What you are asked to do: An exact transcription of the entries is required, with no images included.

[Saved entries]
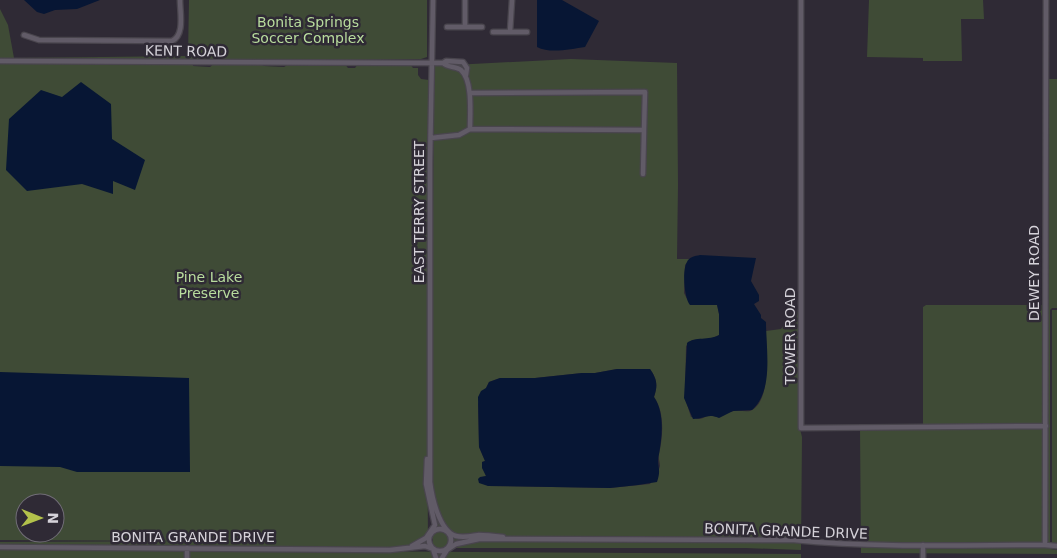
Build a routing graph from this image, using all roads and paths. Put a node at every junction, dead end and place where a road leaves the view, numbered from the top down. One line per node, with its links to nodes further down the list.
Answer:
1 (180, 0): 13 (street)
2 (433, 0): 15 (street, EAST TERRY STREET)
3 (465, 0): 8 (street)
4 (512, 0): 11 (street)
5 (801, 0): 26 (street, TOWER ROAD)
6 (1046, 0): 26 (street, DEWEY ROAD)
7 (447, 27): 8 (street)
8 (465, 27): 9 (street)
9 (482, 27)
10 (492, 32): 11 (street)
11 (510, 32): 12 (street)
12 (527, 32)
13 (24, 35)
14 (0, 61): 15 (street, KENT ROAD)
15 (432, 62): 16 (street, KENT ROAD); 23 (street, EAST TERRY STREET)
16 (443, 63): 17 (street, KENT ROAD); 18 (street)
17 (466, 66): 18 (street); 19 (street)
18 (461, 71): 19 (street)
19 (466, 75): 20 (street)
20 (470, 93): 21 (street); 22 (street)
21 (470, 129): 22 (street); 23 (street)
22 (644, 130): 24 (street)
23 (431, 138): 25 (street, EAST TERRY STREET)
24 (643, 174)
25 (430, 425): 27 (street, EAST TERRY STREET); 28 (street, EAST TERRY STREET)
26 (1046, 426): 31 (street, DEWEY ROAD)
27 (448, 532): 28 (street); 29 (street, BONITA GRANDE DRIVE); 37 (street)
28 (431, 533): 35 (street); 36 (street, BONITA GRANDE DRIVE)
29 (514, 538): 30 (street, BONITA GRANDE DRIVE); 37 (street, BONITA GRANDE DRIVE)
30 (923, 545): 31 (street, BONITA GRANDE DRIVE); 41 (street)
31 (1045, 545): 32 (street, BONITA GRANDE DRIVE)
32 (1057, 546)
33 (0, 547): 34 (street, BONITA GRANDE DRIVE)
34 (187, 548): 36 (street, BONITA GRANDE DRIVE); 38 (street)
35 (433, 549): 36 (street, BONITA GRANDE DRIVE); 37 (street); 39 (street)
36 (387, 550)
37 (446, 550): 40 (street)
38 (187, 558)
39 (436, 558)
40 (442, 558)
41 (923, 558)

Task output:
Build a routing graph from this image, using all roads and paths. Put a node at every junction, dead end and place where a road leaves the view, numbered from the top down. One line per node, with its links to nodes further down the list.
Answer:
1 (180, 0): 13 (street)
2 (433, 0): 15 (street, EAST TERRY STREET)
3 (465, 0): 8 (street)
4 (512, 0): 11 (street)
5 (801, 0): 26 (street, TOWER ROAD)
6 (1046, 0): 26 (street, DEWEY ROAD)
7 (447, 27): 8 (street)
8 (465, 27): 9 (street)
9 (482, 27)
10 (492, 32): 11 (street)
11 (510, 32): 12 (street)
12 (527, 32)
13 (24, 35)
14 (0, 61): 15 (street, KENT ROAD)
15 (432, 62): 16 (street, KENT ROAD); 23 (street, EAST TERRY STREET)
16 (443, 63): 17 (street, KENT ROAD); 18 (street)
17 (466, 66): 18 (street); 19 (street)
18 (461, 71): 19 (street)
19 (466, 75): 20 (street)
20 (470, 93): 21 (street); 22 (street)
21 (470, 129): 22 (street); 23 (street)
22 (644, 130): 24 (street)
23 (431, 138): 25 (street, EAST TERRY STREET)
24 (643, 174)
25 (430, 425): 27 (street, EAST TERRY STREET); 28 (street, EAST TERRY STREET)
26 (1046, 426): 31 (street, DEWEY ROAD)
27 (448, 532): 28 (street); 29 (street, BONITA GRANDE DRIVE); 37 (street)
28 (431, 533): 35 (street); 36 (street, BONITA GRANDE DRIVE)
29 (514, 538): 30 (street, BONITA GRANDE DRIVE); 37 (street, BONITA GRANDE DRIVE)
30 (923, 545): 31 (street, BONITA GRANDE DRIVE); 41 (street)
31 (1045, 545): 32 (street, BONITA GRANDE DRIVE)
32 (1057, 546)
33 (0, 547): 34 (street, BONITA GRANDE DRIVE)
34 (187, 548): 36 (street, BONITA GRANDE DRIVE); 38 (street)
35 (433, 549): 36 (street, BONITA GRANDE DRIVE); 37 (street); 39 (street)
36 (387, 550)
37 (446, 550): 40 (street)
38 (187, 558)
39 (436, 558)
40 (442, 558)
41 (923, 558)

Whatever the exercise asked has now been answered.